Detection of EGFR and KRAS Mutation by Pyrosequencing Analysis in Cytologic Samples of Non-Small Cell Lung Cancer.
10.3346/jkms.2016.31.8.1224
- Author:
Seung Eun LEE
1
;
So Young LEE
;
Hyung Kyu PARK
;
Seo Young OH
;
Hee Joung KIM
;
Kye Young LEE
;
Wan Seop KIM
Author Information
1. Department of Pathology, Konkuk University Medical Center, Konkuk University School of Medicine, Seoul, Korea. wskim@kuh.ac.kr
- Publication Type:Original Article
- Keywords:
EGFR;
KRAS;
Pyrosequencing;
Cytology Specimen;
Mutation Test;
Lung Cancer
- MeSH:
Adult;
Aged;
Aged, 80 and over;
Carcinoma, Non-Small-Cell Lung/genetics/metabolism/*pathology;
DNA Mutational Analysis;
DNA, Neoplasm/chemistry/metabolism;
Female;
Humans;
Lung Neoplasms/genetics/metabolism/*pathology;
Male;
Middle Aged;
Mutation;
Receptor, Epidermal Growth Factor/*genetics/metabolism;
Retrospective Studies;
ras Proteins/*genetics/metabolism
- From:Journal of Korean Medical Science
2016;31(8):1224-1230
- CountryRepublic of Korea
- Language:English
-
Abstract:
EGFR and KRAS mutations are two of the most common mutations that are present in lung cancer.
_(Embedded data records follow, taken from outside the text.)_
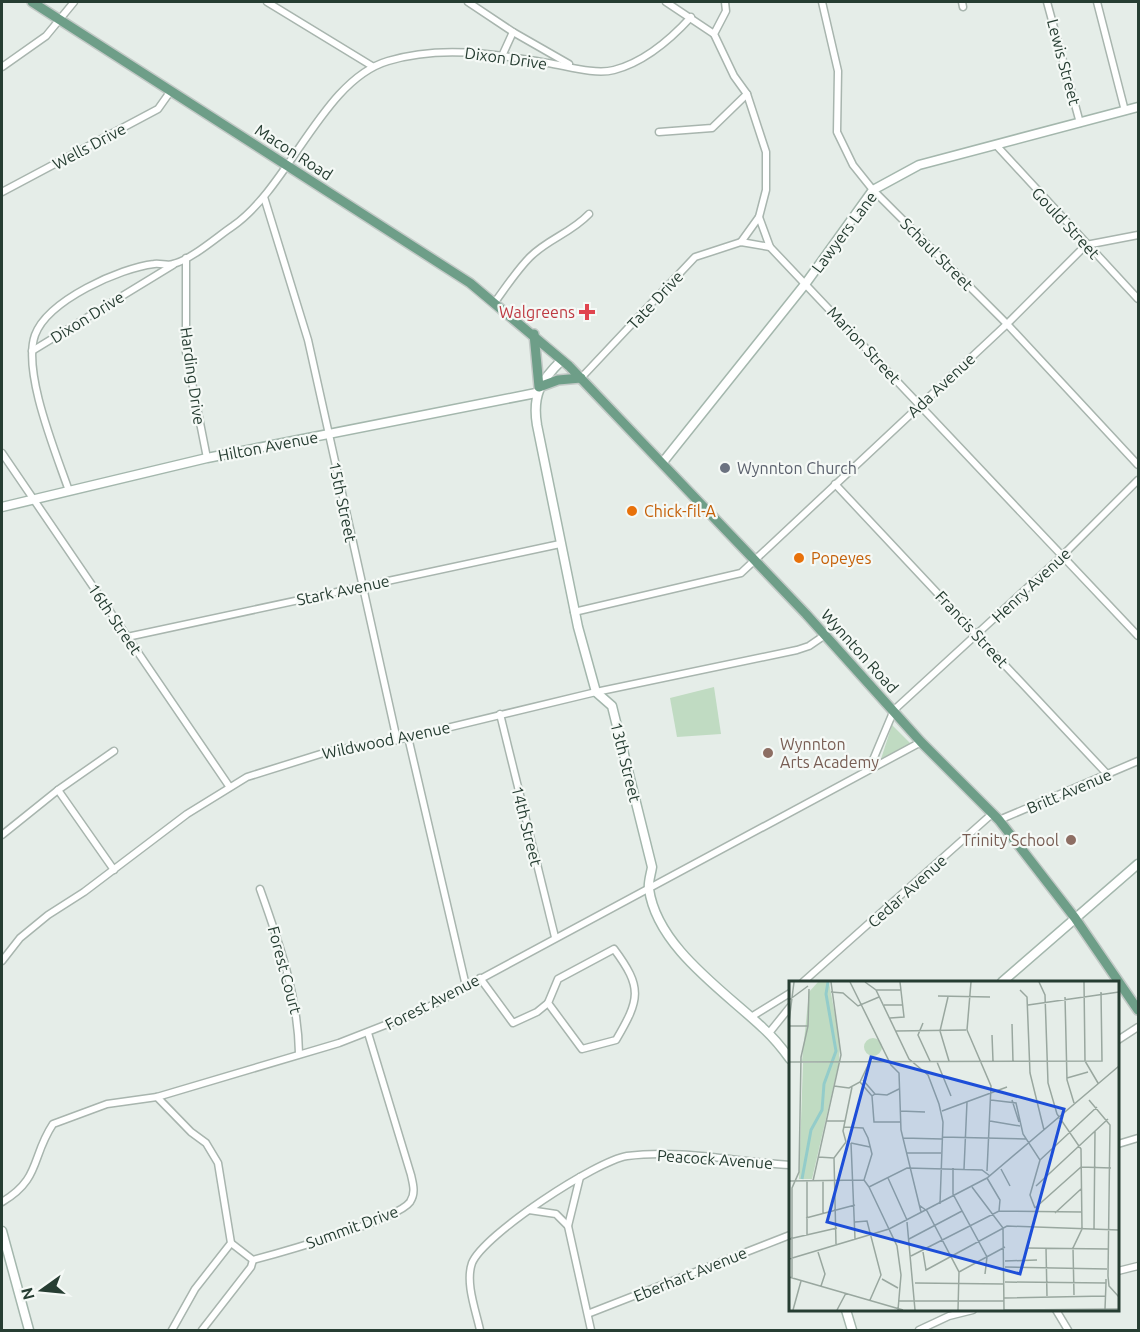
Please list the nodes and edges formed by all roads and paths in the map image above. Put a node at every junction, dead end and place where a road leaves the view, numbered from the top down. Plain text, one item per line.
1 (32, 2) edge
2 (74, 2) edge
3 (267, 2) edge
4 (468, 2) edge
5 (666, 2) edge
6 (725, 2) edge
7 (822, 2) edge
8 (1047, 2) edge
9 (1097, 2) edge
10 (691, 17) junction
11 (61, 20) junction
12 (513, 32) junction
13 (714, 34) junction
14 (502, 57) junction
15 (372, 66) junction
16 (2, 67) edge
17 (575, 68) junction
18 (170, 92) junction
19 (747, 94) junction
20 (1138, 107) edge
21 (1125, 111) junction
22 (1080, 123) junction
23 (659, 132) dead end
24 (996, 145) junction
25 (288, 166) junction
26 (873, 190) junction
27 (2, 192) edge
28 (264, 197) junction
29 (590, 214) dead end
30 (759, 217) junction
31 (1138, 235) edge
32 (741, 242) junction
33 (1086, 245) junction
34 (770, 247) junction
35 (186, 258) junction
36 (173, 264) junction
37 (807, 283) junction
38 (1138, 299) edge
39 (495, 302) junction
40 (1007, 324) junction
41 (534, 334) junction
42 (32, 351) junction
43 (562, 360) junction
44 (582, 378) junction
45 (538, 390) junction
46 (919, 405) junction
47 (328, 434) junction
48 (2, 453) edge
49 (207, 458) junction
50 (663, 462) junction
51 (1138, 465) edge
52 (1138, 480) edge
53 (835, 484) junction
54 (69, 491) junction
55 (34, 499) junction
56 (2, 507) edge
57 (560, 544) junction
58 (1062, 556) junction
59 (755, 560) junction
60 (362, 586) junction
61 (574, 612) junction
62 (825, 635) junction
63 (978, 635) junction
64 (1138, 636) edge
65 (127, 637) junction
66 (596, 692) junction
67 (894, 711) junction
68 (500, 714) junction
69 (408, 737) junction
70 (397, 740) junction
71 (921, 742) junction
72 (114, 751) dead end
73 (1138, 761) edge
74 (869, 768) junction
75 (1108, 775) junction
76 (229, 786) junction
77 (58, 790) junction
78 (996, 817) junction
79 (2, 835) edge
80 (1138, 864) edge
81 (114, 870) junction
82 (648, 887) junction
83 (260, 889) dead end
84 (1075, 918) junction
85 (555, 937) junction
86 (2, 961) edge
87 (822, 968) junction
88 (480, 978) junction
89 (804, 981) edge
90 (811, 981) edge
91 (1003, 981) edge
92 (1118, 981) edge
93 (1119, 982) edge
94 (466, 986) junction
95 (789, 994) edge
96 (548, 1003) junction
97 (789, 1008) edge
98 (1138, 1010) edge
99 (751, 1017) junction
100 (1138, 1027) edge
101 (368, 1033) junction
102 (769, 1033) junction
103 (1119, 1039) edge
104 (299, 1053) junction
105 (789, 1058) edge
106 (157, 1097) junction
107 (1138, 1138) edge
108 (1119, 1144) edge
109 (789, 1165) edge
110 (580, 1177) junction
111 (2, 1202) edge
112 (527, 1210) junction
113 (568, 1226) junction
114 (2, 1231) edge
115 (789, 1235) edge
116 (231, 1243) junction
117 (253, 1260) junction
118 (1138, 1266) edge
119 (1119, 1271) edge
120 (846, 1311) edge
121 (969, 1311) edge
122 (1057, 1311) edge
123 (590, 1313) junction
124 (29, 1330) edge
125 (172, 1330) edge
126 (202, 1330) edge
127 (480, 1330) edge
128 (591, 1330) edge
129 (852, 1330) edge
130 (920, 1330) edge
131 (1068, 1330) edge

1 - 11 main road, Macon Road
2 - 11 street
3 - 15 street
4 - 12 street
5 - 10 street
6 - 13 street
7 - 26 street, Schaul Street
8 - 22 street, Lewis Street
9 - 21 street
10 - 13 street
10 - 17 street, Dixon Drive
11 - 16 street
11 - 18 main road, Macon Road
12 - 14 street
12 - 17 street
13 - 19 street
14 - 15 street, Dixon Drive
14 - 17 street, Dixon Drive
15 - 25 street, Dixon Drive
18 - 25 main road, Macon Road
18 - 27 street, Wells Drive
19 - 23 street
19 - 30 street
20 - 21 street, Lawyers Lane
21 - 22 street, Lawyers Lane
22 - 24 street, Lawyers Lane
24 - 26 street, Lawyers Lane
24 - 33 street, Gould Street
25 - 28 street, Dixon Drive
25 - 39 main road, Macon Road
26 - 37 street, Lawyers Lane
26 - 40 street, Schaul Street
28 - 35 street, Dixon Drive
28 - 47 street, 15th Street
29 - 39 street
30 - 32 street
30 - 34 street, Marion Street
31 - 33 street
32 - 34 street, Tate Drive
32 - 44 street, Tate Drive
33 - 38 street, Gould Street
33 - 40 street, Ada Avenue
34 - 37 street, Marion Street
35 - 36 street, Dixon Drive
35 - 49 street, Harding Drive
36 - 42 street, Dixon Drive
36 - 42 street, Dixon Drive
37 - 46 street, Marion Street
37 - 50 street, Lawyers Lane
39 - 41 main road, Macon Road
40 - 46 street, Ada Avenue
40 - 51 street, Schaul Street
41 - 43 main road, Wynnton Road
41 - 45 main road
42 - 54 street, Dixon Drive
43 - 44 main road, Wynnton Road
43 - 45 street
44 - 45 main road
44 - 50 main road, Wynnton Road
45 - 47 street, Hilton Avenue
45 - 57 street, 13th Street
46 - 53 street, Ada Avenue
46 - 58 street, Marion Street
47 - 49 street, Hilton Avenue
47 - 60 street, 15th Street
48 - 55 street, 16th Street
49 - 54 street, Hilton Avenue
50 - 59 main road, Wynnton Road
52 - 58 street, Henry Avenue
53 - 59 street, Ada Avenue
53 - 63 street, Francis Street
54 - 55 street, Hilton Avenue
55 - 56 street, Hilton Avenue
55 - 65 street, 16th Street
57 - 60 street, Stark Avenue
57 - 61 street, 13th Street
58 - 63 street, Henry Avenue
58 - 64 street, Marion Street
59 - 61 street
59 - 62 main road, Wynnton Road
60 - 65 street, Stark Avenue
60 - 70 street, 15th Street
61 - 66 street, 13th Street
62 - 66 street, Wildwood Avenue
62 - 67 main road, Wynnton Road
63 - 67 street, Henry Avenue
63 - 75 street, Francis Street
65 - 76 street, 16th Street
66 - 68 street, Wildwood Avenue
66 - 82 street, 13th Street
67 - 71 main road, Wynnton Road
67 - 74 street
68 - 69 street, Wildwood Avenue
68 - 85 street, 14th Street
69 - 70 street, Wildwood Avenue
69 - 94 street
70 - 76 street, Wildwood Avenue
71 - 74 street, Forest Avenue
71 - 78 main road, Wynnton Road
72 - 77 street
73 - 75 street, Britt Avenue
74 - 82 street, Forest Avenue
75 - 78 street, Britt Avenue
76 - 81 street, Wildwood Avenue
77 - 79 street
77 - 81 street
78 - 84 main road, Wynnton Road
78 - 87 street, Cedar Avenue
80 - 84 street
81 - 86 street, Wildwood Avenue
82 - 85 street, Forest Avenue
82 - 99 street, 13th Street
83 - 104 street, Forest Court
84 - 91 street
84 - 92 main road, Wynnton Road
85 - 88 street, Forest Avenue
87 - 89 street
87 - 90 street
88 - 94 street, Forest Avenue
88 - 96 street
93 - 98 main road, Wynnton Road
94 - 101 street, Forest Avenue
95 - 99 street
96 - 96 street
97 - 102 street
99 - 102 street, 13th Street
100 - 103 street
101 - 104 street, Forest Avenue
101 - 117 street, Summit Drive
102 - 105 street, 13th Street
104 - 106 street, Forest Avenue
106 - 111 street, Forest Avenue
106 - 116 street
107 - 108 street
109 - 110 street, Peacock Avenue
110 - 112 street, Peacock Avenue
110 - 113 street
112 - 113 street
112 - 127 street, Peacock Avenue
113 - 123 street
114 - 124 street
115 - 123 street, Eberhart Avenue
116 - 117 street
116 - 125 street
117 - 126 street
118 - 119 street
120 - 129 street
121 - 130 street
122 - 131 street
123 - 128 street

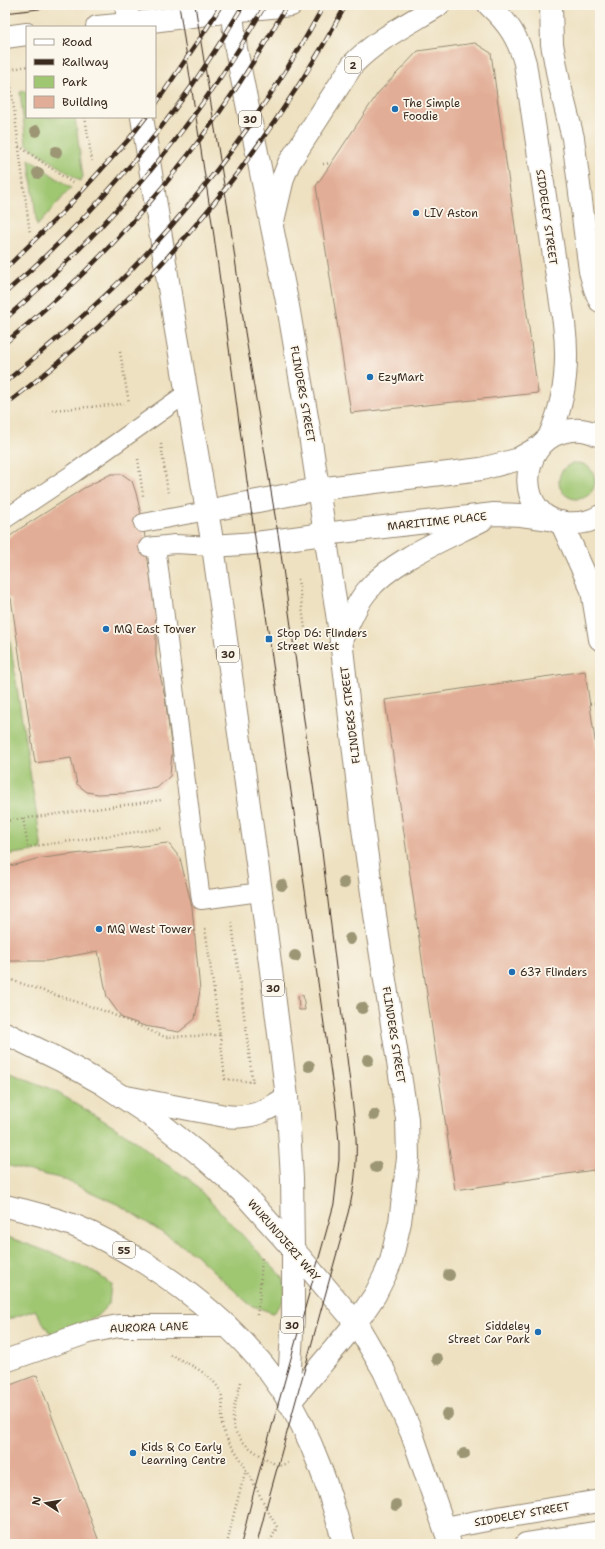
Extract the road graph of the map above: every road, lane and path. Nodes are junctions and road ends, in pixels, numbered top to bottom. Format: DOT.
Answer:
graph roads {
  1 [pos="291,5"];
  2 [pos="439,5"];
  3 [pos="489,5"];
  4 [pos="551,5"];
  5 [pos="231,8"];
  6 [pos="128,19"];
  7 [pos="101,26"];
  8 [pos="26,34"];
  9 [pos="5,37"];
  10 [pos="26,66"];
  11 [pos="85,118"];
  12 [pos="142,118"];
  13 [pos="19,146"];
  14 [pos="92,161"];
  15 [pos="74,184"];
  16 [pos="272,226"];
  17 [pos="30,234"];
  18 [pos="600,301"];
  19 [pos="187,393"];
  20 [pos="129,404"];
  21 [pos="52,410"];
  22 [pos="600,436"];
  23 [pos="544,442"];
  24 [pos="318,489"];
  25 [pos="207,511"];
  26 [pos="494,514"];
  27 [pos="600,516"];
  28 [pos="5,519"];
  29 [pos="555,521"];
  30 [pos="144,523"];
  31 [pos="324,534"];
  32 [pos="213,546"];
  33 [pos="298,578"];
  34 [pos="305,629"];
  35 [pos="600,639"];
  36 [pos="341,640"];
  37 [pos="600,702"];
  38 [pos="590,704"];
  39 [pos="154,802"];
  40 [pos="23,818"];
  41 [pos="5,821"];
  42 [pos="158,829"];
  43 [pos="261,892"];
  44 [pos="201,900"];
  45 [pos="5,978"];
  46 [pos="5,1033"];
  47 [pos="220,1035"];
  48 [pos="253,1082"];
  49 [pos="122,1096"];
  50 [pos="287,1097"];
  51 [pos="5,1206"];
  52 [pos="294,1249"];
  53 [pos="356,1323"];
  54 [pos="227,1326"];
  55 [pos="164,1353"];
  56 [pos="5,1361"];
  57 [pos="289,1402"];
  58 [pos="246,1469"];
  59 [pos="600,1501"];
  60 [pos="578,1504"];
  61 [pos="591,1534"];
  62 [pos="447,1536"];
  63 [pos="227,1544"];
  64 [pos="269,1544"];
  65 [pos="344,1544"];
  66 [pos="526,1544"];
  1 -- 5 [label="main road"];
  2 -- 16 [label="main road, 2"];
  3 -- 23 [label="main road, SIDDELEY STREET"];
  4 -- 18 [label="main road"];
  5 -- 6 [label="main road"];
  5 -- 16 [label="main road, FLINDERS STREET / 30"];
  6 -- 7 [label="main road"];
  8 -- 9 [label="main road"];
  10 -- 13 [label="path"];
  11 -- 14 [label="path"];
  12 -- 19 [label="main road, 30"];
  13 -- 15 [label="path"];
  13 -- 17 [label="path"];
  16 -- 24 [label="main road, FLINDERS STREET / 30"];
  19 -- 25 [label="main road, 30"];
  19 -- 28 [label="lane"];
  20 -- 21 [label="path"];
  22 -- 23 [label="main road"];
  23 -- 24 [label="main road"];
  23 -- 29 [label="main road, SIDDELEY STREET"];
  24 -- 25 [label="main road"];
  24 -- 31 [label="main road, FLINDERS STREET / 30"];
  25 -- 30 [label="lane"];
  25 -- 32 [label="main road, 30"];
  26 -- 29 [label="main road, MARITIME PLACE"];
  26 -- 31 [label="main road, MARITIME PLACE"];
  26 -- 36 [label="main road"];
  27 -- 29 [label="main road, MARITIME PLACE"];
  29 -- 35 [label="main road"];
  31 -- 32 [label="main road, MARITIME PLACE"];
  31 -- 36 [label="main road, FLINDERS STREET / 30"];
  32 -- 43 [label="main road, 30"];
  32 -- 44 [label="lane"];
  33 -- 34 [label="path"];
  36 -- 53 [label="main road, FLINDERS STREET / 30"];
  37 -- 38 [label="path"];
  39 -- 40 [label="path"];
  40 -- 41 [label="path"];
  40 -- 42 [label="path"];
  43 -- 44 [label="lane"];
  43 -- 50 [label="main road, 30"];
  44 -- 47 [label="path"];
  45 -- 47 [label="path"];
  46 -- 49 [label="main road, WURUNDJERI WAY"];
  47 -- 48 [label="path"];
  49 -- 50 [label="main road"];
  49 -- 52 [label="main road, WURUNDJERI WAY"];
  50 -- 52 [label="main road, 30"];
  51 -- 54 [label="main road, 55"];
  52 -- 53 [label="main road, WURUNDJERI WAY"];
  52 -- 57 [label="main road, 30"];
  53 -- 57 [label="main road, FLINDERS STREET"];
  53 -- 62 [label="main road, WURUNDJERI WAY"];
  54 -- 56 [label="main road, AURORA LANE"];
  54 -- 57 [label="main road, 55"];
  55 -- 58 [label="path"];
  57 -- 65 [label="main road, 30"];
  58 -- 63 [label="path"];
  58 -- 64 [label="path"];
  59 -- 60 [label="main road, SIDDELEY STREET"];
  60 -- 61 [label="main road"];
  60 -- 62 [label="main road, SIDDELEY STREET"];
  61 -- 66 [label="main road"];
}
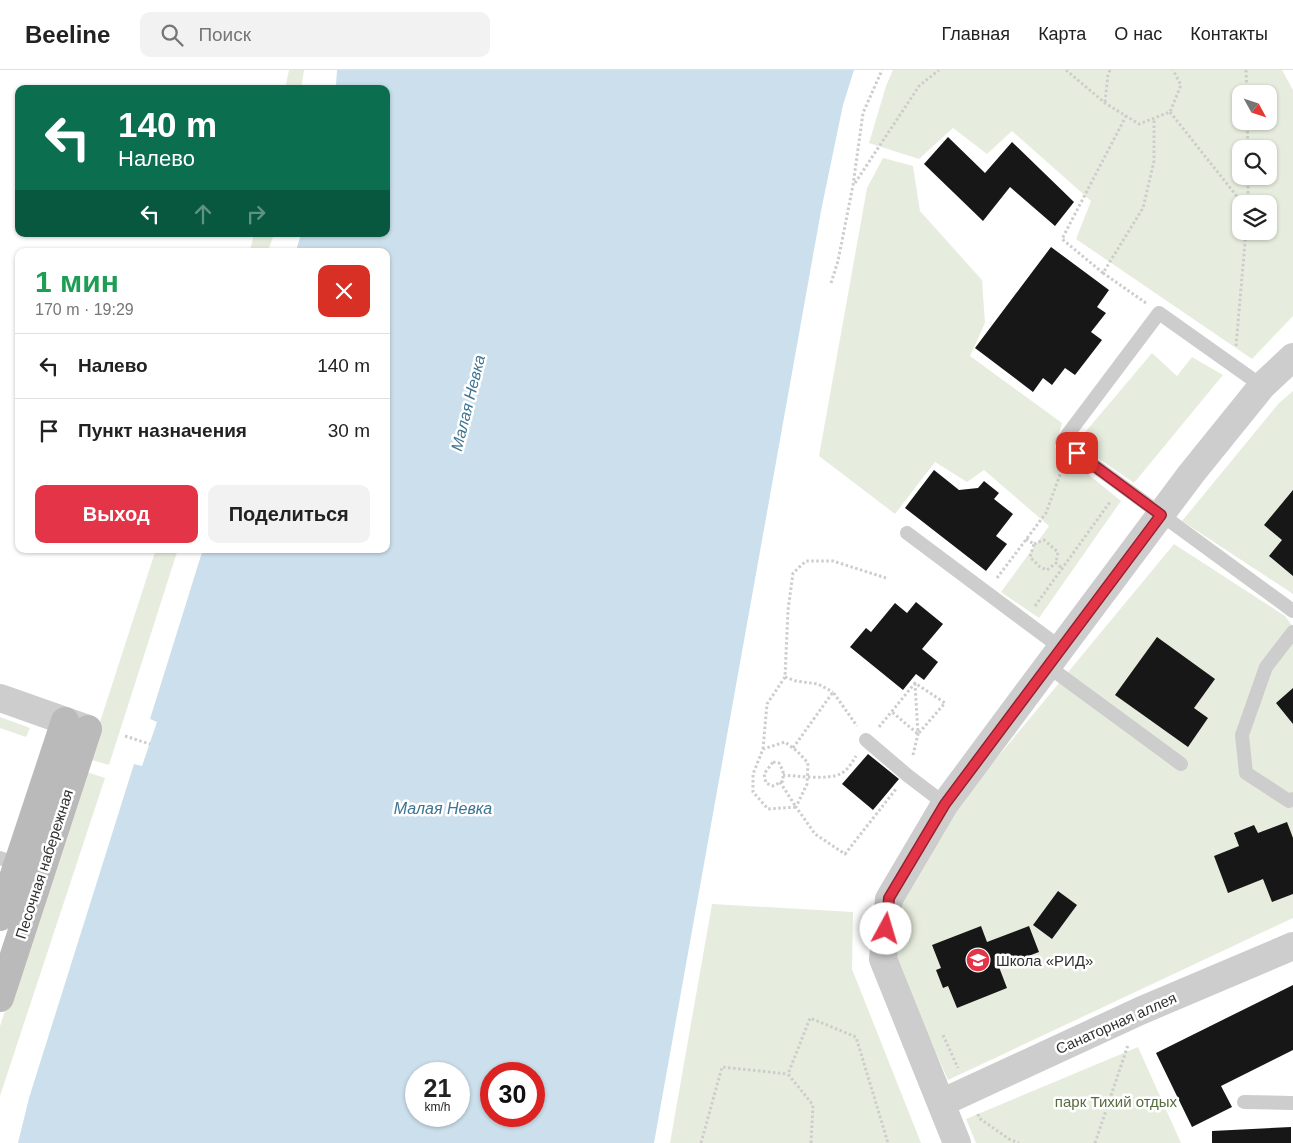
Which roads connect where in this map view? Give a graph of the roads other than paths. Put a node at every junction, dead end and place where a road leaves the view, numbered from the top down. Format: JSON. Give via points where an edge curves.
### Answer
{"nodes":[{"id":1,"x":1293,"y":357,"type":"edge"},
{"id":2,"x":1262,"y":386,"type":"junction"},
{"id":3,"x":1161,"y":515,"type":"junction"},
{"id":4,"x":907,"y":533,"type":"dead end"},
{"id":5,"x":1293,"y":611,"type":"edge"},
{"id":6,"x":1293,"y":632,"type":"edge"},
{"id":7,"x":1055,"y":658,"type":"junction"},
{"id":8,"x":0,"y":698,"type":"edge"},
{"id":9,"x":76,"y":725,"type":"junction"},
{"id":10,"x":866,"y":740,"type":"road end"},
{"id":11,"x":1181,"y":764,"type":"dead end"},
{"id":12,"x":1293,"y":799,"type":"edge"},
{"id":13,"x":945,"y":804,"type":"junction"},
{"id":14,"x":0,"y":917,"type":"edge"},
{"id":15,"x":1293,"y":946,"type":"edge"},
{"id":16,"x":0,"y":998,"type":"edge"},
{"id":17,"x":941,"y":1102,"type":"junction"},
{"id":18,"x":1244,"y":1102,"type":"dead end"},
{"id":19,"x":1293,"y":1103,"type":"edge"},
{"id":20,"x":957,"y":1143,"type":"edge"}],
"edges":[{"from":1,"to":2,"type":"street"},
{"from":2,"to":3,"type":"street"},
{"from":2,"to":3,"type":"lane","via":[[1159,313],[1062,442]]},
{"from":3,"to":5,"type":"lane"},
{"from":3,"to":7,"type":"street"},
{"from":4,"to":7,"type":"lane","via":[[1024,620]]},
{"from":6,"to":12,"type":"lane","via":[[1266,667],[1242,735],[1246,773],[1289,801]]},
{"from":7,"to":11,"type":"lane"},
{"from":7,"to":13,"type":"street"},
{"from":8,"to":9,"type":"street"},
{"from":9,"to":14,"type":"main road","name":"Песочная набережная"},
{"from":9,"to":16,"type":"main road","name":"Песочная набережная"},
{"from":10,"to":13,"type":"lane"},
{"from":13,"to":17,"type":"street","via":[[889,898],[883,959]]},
{"from":15,"to":17,"type":"street","name":"Санаторная аллея","via":[[1140,1011]]},
{"from":17,"to":20,"type":"street"},
{"from":18,"to":19,"type":"lane"}]}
Screening and detecting these mutations are of issue these days, and many different methods and tissue samples are currently used to effectively detect these two mutations. In this study, we aimed to evaluate the testing for EGFR and KRAS mutations by pyrosequencing method, and compared the yield of cytology versus histology specimens in a consecutive series of patients with lung cancer. We retrospectively reviewed EGFR and KRAS mutation results of 399 (patients with EGFR mutation test) and 323 patients (patients with KRAS mutation test) diagnosed with lung cancer in Konkuk University Medical Center from 2008 to 2014. Among them, 60 patients had received both EGFR and KRAS mutation studies. We compared the detection rate of EGFR and KRAS tests in cytology, biopsy, and resection specimens. EGFR and KRAS mutations were detected in 29.8% and 8.7% of total patients, and the positive mutation results of EGFR and KRAS were mutually exclusive. The detection rate of EGFR mutation in cytology was higher than non-cytology (biopsy or resection) materials (cytology: 48.5%, non-cytology: 26.1%), and the detection rate of KRAS mutation in cytology specimens was comparable to non-cytology specimens (cytology: 8.3%, non-cytology: 8.7%). We suggest that cytology specimens are good alternatives that can readily substitute tissue samples for testing both EGFR and KRAS mutations. Moreover, pyrosequencing method is highly sensitive in detecting EGFR and KRAS mutations in lung cancer patients.